“Diversity as a Transformational Strategy,” the name of the panel I moderated Monday, sounds like a worthy topic. Correction, it is a worthy topic. But I was a bit surprised that we didn’t actually get to the transformational bit during out discussion.
Our Strategies D.C. event was an intersection between the public and the private sectors, but despite President Obama’s Executive Order 13583, to establish a coordinated government-wide initiative to promote diversity and inclusion in the federal workforce, I don’t get the impression things have come together quite yet.
Granted, I am making an assumption based on one panel that lasted an hour, and the order is still only a year old. Certainly, everyone’s working. The desire is there, but it doesn’t seem like people are sure how they should be working or what exactly they should be working on, and in what order.
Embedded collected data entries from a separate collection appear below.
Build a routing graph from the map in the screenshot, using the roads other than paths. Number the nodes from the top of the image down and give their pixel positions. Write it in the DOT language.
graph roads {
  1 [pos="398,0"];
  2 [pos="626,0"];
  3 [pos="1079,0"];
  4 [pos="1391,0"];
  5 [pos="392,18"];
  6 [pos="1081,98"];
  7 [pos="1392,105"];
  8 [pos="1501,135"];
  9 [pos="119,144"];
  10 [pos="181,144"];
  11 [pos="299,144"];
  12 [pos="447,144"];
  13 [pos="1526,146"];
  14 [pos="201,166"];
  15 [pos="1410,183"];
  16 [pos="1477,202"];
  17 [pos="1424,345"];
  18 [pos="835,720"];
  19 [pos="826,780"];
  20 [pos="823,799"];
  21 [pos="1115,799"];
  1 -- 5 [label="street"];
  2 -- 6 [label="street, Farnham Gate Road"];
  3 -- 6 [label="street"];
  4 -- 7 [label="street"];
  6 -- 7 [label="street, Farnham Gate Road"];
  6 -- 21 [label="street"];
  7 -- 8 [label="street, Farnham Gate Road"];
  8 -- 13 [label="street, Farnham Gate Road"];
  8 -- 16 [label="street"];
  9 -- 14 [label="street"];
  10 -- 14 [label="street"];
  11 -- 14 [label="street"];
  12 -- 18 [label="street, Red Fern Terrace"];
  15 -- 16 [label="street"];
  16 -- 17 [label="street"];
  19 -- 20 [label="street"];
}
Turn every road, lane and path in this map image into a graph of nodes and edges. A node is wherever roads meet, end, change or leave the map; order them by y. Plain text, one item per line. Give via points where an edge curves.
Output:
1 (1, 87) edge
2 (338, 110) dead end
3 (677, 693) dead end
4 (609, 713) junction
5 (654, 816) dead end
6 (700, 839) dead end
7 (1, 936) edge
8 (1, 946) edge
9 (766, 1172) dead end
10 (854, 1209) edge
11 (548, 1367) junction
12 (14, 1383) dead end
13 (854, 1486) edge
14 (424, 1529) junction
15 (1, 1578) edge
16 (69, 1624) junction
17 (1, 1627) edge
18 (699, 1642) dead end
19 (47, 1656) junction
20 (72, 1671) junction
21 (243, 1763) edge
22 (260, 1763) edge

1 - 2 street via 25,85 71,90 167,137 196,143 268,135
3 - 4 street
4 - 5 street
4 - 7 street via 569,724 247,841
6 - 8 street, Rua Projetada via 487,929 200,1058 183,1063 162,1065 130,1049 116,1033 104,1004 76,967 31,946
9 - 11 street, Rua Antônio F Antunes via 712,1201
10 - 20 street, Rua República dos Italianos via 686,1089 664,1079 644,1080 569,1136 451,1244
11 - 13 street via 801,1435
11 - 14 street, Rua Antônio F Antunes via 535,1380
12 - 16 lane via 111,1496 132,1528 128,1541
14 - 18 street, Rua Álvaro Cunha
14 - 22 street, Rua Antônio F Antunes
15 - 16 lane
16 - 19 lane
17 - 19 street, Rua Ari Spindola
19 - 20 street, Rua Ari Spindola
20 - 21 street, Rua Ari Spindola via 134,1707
I heard many different ideas, all of which have merit — these are things many organizations in the corporate sector have already adopted — and there was a sharp interest in metrics and how to prove the value of the diversity executive’s work. But there was also a sharp focus on representation, time spent to identify and accept the right language — definitions for diversity and diversity management, for example — and confusion over how to deal with the government’s increasingly large contractor population. Infrastructure needs, budgetary restraints and how to create partnerships and answer the all-important “What’s in it for me?” question from key stakeholders also throw wrenches into the works. These challenges are not unfamiliar to the private sector either.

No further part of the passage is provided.